-- WHAT TO DO --
Leave the pictures out and give every entry again exactly.
+++
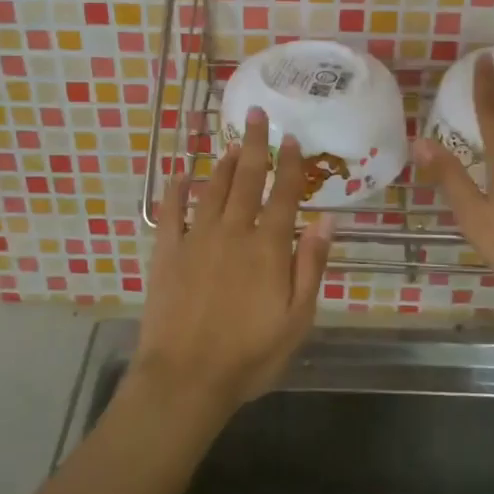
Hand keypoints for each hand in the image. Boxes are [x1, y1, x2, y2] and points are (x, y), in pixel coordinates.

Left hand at [134, 108, 336, 419]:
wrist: (186, 378)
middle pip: (246, 179)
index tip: (293, 139)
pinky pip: (170, 212)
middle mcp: (233, 232)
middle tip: (255, 114)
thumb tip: (327, 220)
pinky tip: (179, 174)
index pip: (283, 195)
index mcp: (268, 248)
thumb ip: (311, 266)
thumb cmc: (249, 355)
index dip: (290, 165)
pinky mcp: (167, 253)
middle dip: (254, 145)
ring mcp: (196, 239)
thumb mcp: (297, 319)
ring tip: (230, 143)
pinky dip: (175, 191)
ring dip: (222, 163)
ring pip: (212, 189)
+++
-- TASK RESPONSE --
Hand keypoints for each hand in the image. Boxes are [x1, y1, x2, y2] and points are (x, y), in pixel coordinates.

Left hand at [134, 108, 336, 419]:
wrist: (186, 378)
middle pip: (246, 179)
index tip: (293, 139)
pinky pip: (170, 212)
middle mcp: (233, 232)
middle tip: (255, 114)
thumb tip: (327, 220)
pinky tip: (179, 174)
index pip: (283, 195)
index mcp: (268, 248)
thumb ip: (311, 266)
thumb cmc: (249, 355)
index dip: (290, 165)
pinky mcp: (167, 253)
middle dip: (254, 145)
ring mcp: (196, 239)
thumb mcp: (297, 319)
ring tip: (230, 143)
pinky dip: (175, 191)
ring dip: (222, 163)
ring pip: (212, 189)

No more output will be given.